Show Posts

This section allows you to view all posts made by this member. Note that you can only see posts made in areas you currently have access to.


Messages - Peggy Hopkins

Pages: [1]
1
Carlow / Re: James Hopkins Born 1879 County Carlow - Hopkins Family Tree
« on: Friday 14 June 19 05:53 BST (UK)  »
Thank You Rufy G. I will have to dig out the Eire map and locate these places. The names, of course, are familiar. We grew up with the jests that our great-grandfather Hopkins was a prolific sire. Actually that came from my Dad, not a Hopkins. In the conformity of the post-war fifties, the ideal of nuclear family with one spouse for life held sway. Some realists were wont to poke some holes in that rigid stereotype.

2
Carlow / Re: James Hopkins Born 1879 County Carlow - Hopkins Family Tree
« on: Monday 20 May 19 04:14 BST (UK)  »
This is Peggy Lynn Sherrell (Hopkins) checking in with the Hopkins clan of Tullow, County Carlow. Since 2017 there have been transatlantic meetings of these kins. Linn actually located some descendants of the elusive James, and included them on Facebook. Still many mysteries to solve.

3
Carlow / Re: James Hopkins Born 1879 County Carlow - Hopkins Family Tree
« on: Sunday 26 February 17 08:20 GMT (UK)  »
Margaret McWilliams was my great-grandmother. Her daughter Margaret Hopkins left Ireland as the third of a chain migration in the early nineteen hundreds. Her brother Jack Hopkins was the first state trooper of New York state, he liked to say, since he was the first man sworn-in of the first graduating class of New York State troopers. As a wee lass I loved to hear the siblings talk in their lilting brogue. Uncle Jack had two wives, also, and his first daughter, Peggy Hopkins drove cross country in the nineteen-fifties through the Columbia Gap to become a social working in Tacoma, Washington. I enjoyed her stories and family tales before she died a few years ago, in Tacoma.

4
Carlow / Re: James Hopkins Born 1879 County Carlow - Hopkins Family Tree
« on: Sunday 26 February 17 08:11 GMT (UK)  »

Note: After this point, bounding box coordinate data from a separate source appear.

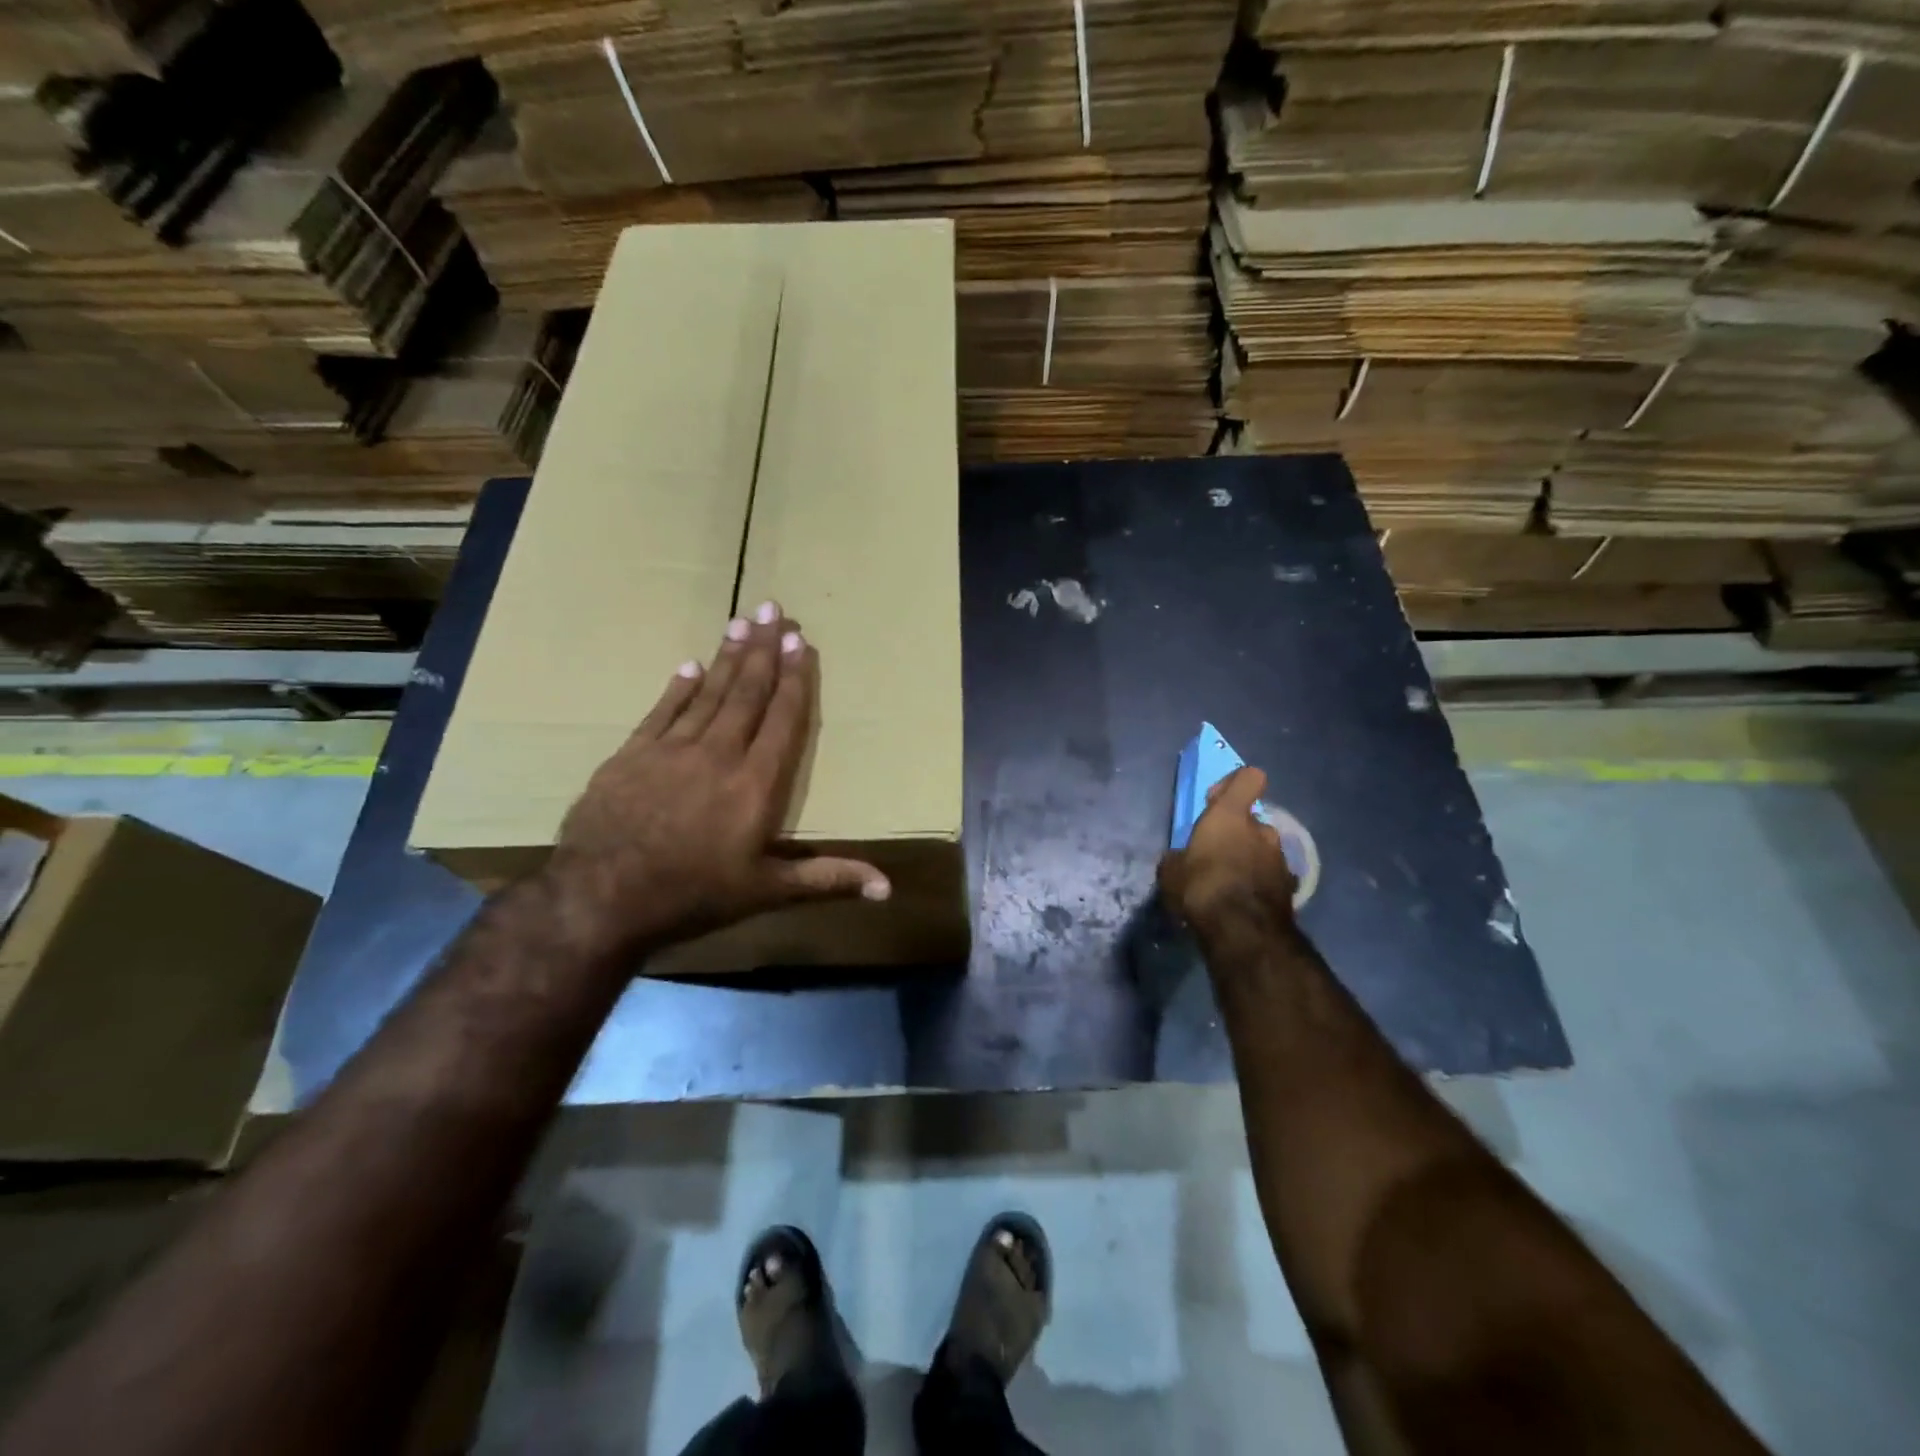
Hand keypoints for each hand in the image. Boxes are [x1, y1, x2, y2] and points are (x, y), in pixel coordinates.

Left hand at [546, 600, 889, 954]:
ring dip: (727, 657)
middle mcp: (718, 754)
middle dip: (763, 650)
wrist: (601, 898)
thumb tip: (888, 888)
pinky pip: (661, 712)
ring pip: (707, 693)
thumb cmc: (694, 895)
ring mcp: (670, 751)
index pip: (781, 720)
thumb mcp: (768, 891)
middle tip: (772, 608)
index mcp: (755, 783)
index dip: (793, 679)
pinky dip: (678, 688)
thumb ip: (828, 878)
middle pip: (746, 693)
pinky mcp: (631, 756)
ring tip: (740, 622)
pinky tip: (689, 665)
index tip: (801, 642)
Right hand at [1157, 766, 1296, 934]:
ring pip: (1263, 849)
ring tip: (1230, 883)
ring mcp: (1280, 858)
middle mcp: (1262, 830)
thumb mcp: (1171, 871)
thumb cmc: (1201, 888)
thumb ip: (1179, 857)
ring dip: (1249, 859)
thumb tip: (1181, 859)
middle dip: (1238, 834)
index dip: (1236, 784)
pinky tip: (1244, 902)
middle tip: (1216, 856)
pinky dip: (1260, 883)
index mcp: (1231, 816)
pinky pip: (1270, 875)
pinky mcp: (1290, 886)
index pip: (1249, 778)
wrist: (1243, 932)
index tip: (1218, 800)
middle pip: (1252, 821)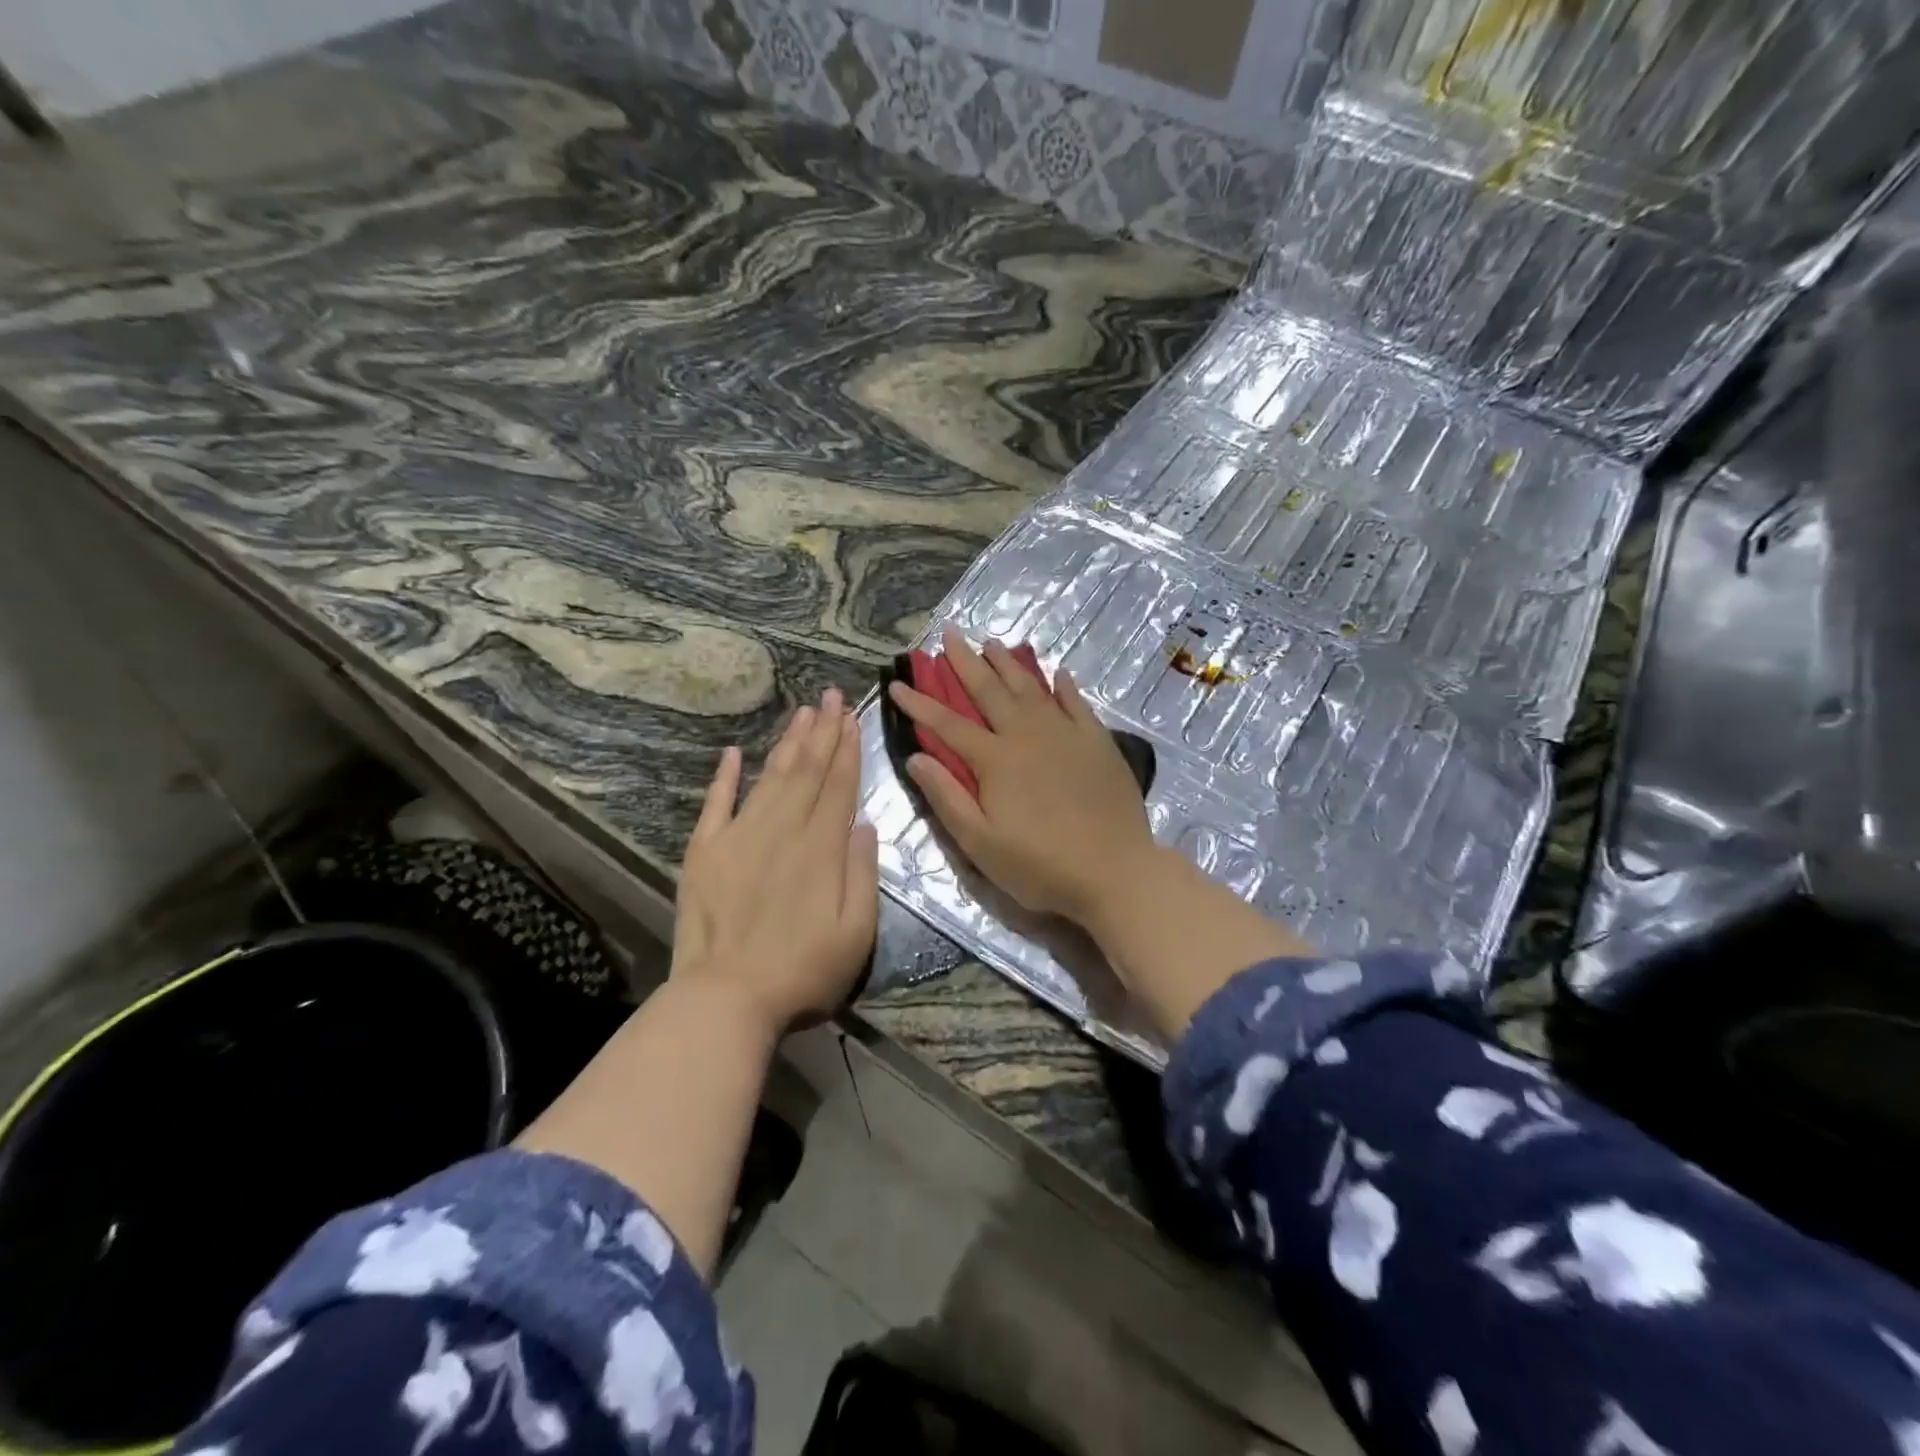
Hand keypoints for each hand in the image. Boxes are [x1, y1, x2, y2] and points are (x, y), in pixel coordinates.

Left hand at [672, 688, 878, 1034]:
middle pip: (806, 771)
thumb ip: (863, 873)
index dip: (847, 750)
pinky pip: (715, 804)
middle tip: (830, 695)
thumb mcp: (857, 932)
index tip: (852, 718)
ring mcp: (739, 836)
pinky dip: (724, 776)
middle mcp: (782, 830)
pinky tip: (733, 753)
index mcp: (821, 848)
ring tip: (801, 711)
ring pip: (769, 777)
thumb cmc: (802, 972)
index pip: (838, 786)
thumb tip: (863, 823)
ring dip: (786, 742)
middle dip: (822, 731)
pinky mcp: (704, 851)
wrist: (726, 998)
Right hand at [886, 628, 1158, 924]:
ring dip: (1009, 664)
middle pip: (990, 690)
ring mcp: (1067, 734)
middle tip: (949, 634)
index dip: (919, 703)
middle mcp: (1028, 734)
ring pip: (1032, 688)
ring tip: (992, 643)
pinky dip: (1065, 686)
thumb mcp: (980, 843)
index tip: (897, 683)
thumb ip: (946, 797)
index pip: (948, 724)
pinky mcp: (1098, 742)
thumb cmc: (1040, 865)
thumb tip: (916, 756)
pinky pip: (1077, 704)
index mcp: (996, 759)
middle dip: (965, 662)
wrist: (1115, 871)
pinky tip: (1059, 673)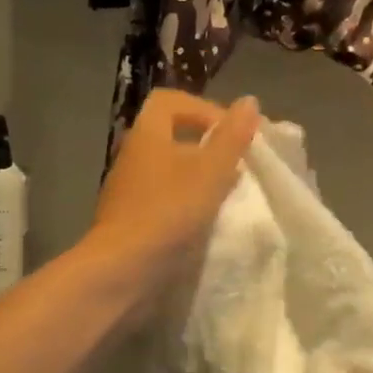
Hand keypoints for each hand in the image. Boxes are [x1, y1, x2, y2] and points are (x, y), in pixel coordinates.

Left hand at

Uncle Jack Hopkins came to America to join his older sisters  Sarah, Anna, and Margaret Susan Hopkins, my grandmother. The sisters came to Rochester, New York. Uncle Jack became the first State Trooper of New York State. I can send you a picture. My grandmother Margaret Susan, born in  1885 in County Carlow, took the Oceanic to New York in 1903.  I was named after both my grandmother, Margaret, and my great-grandmother, Margaret McWilliams.
There are several other descendants in the Rochester area who are interested in the genealogy. One of them started a group in the nineteen-nineties called "The Daughters of Margaret".
My sisters and I are traveling to Ireland, and Carlow, in late June and early July 2017. We hope to find the house at 7 the Course, Tullow, where the family lived. We hope to find the grave of Margaret McWilliams and Nicholas Hopkins.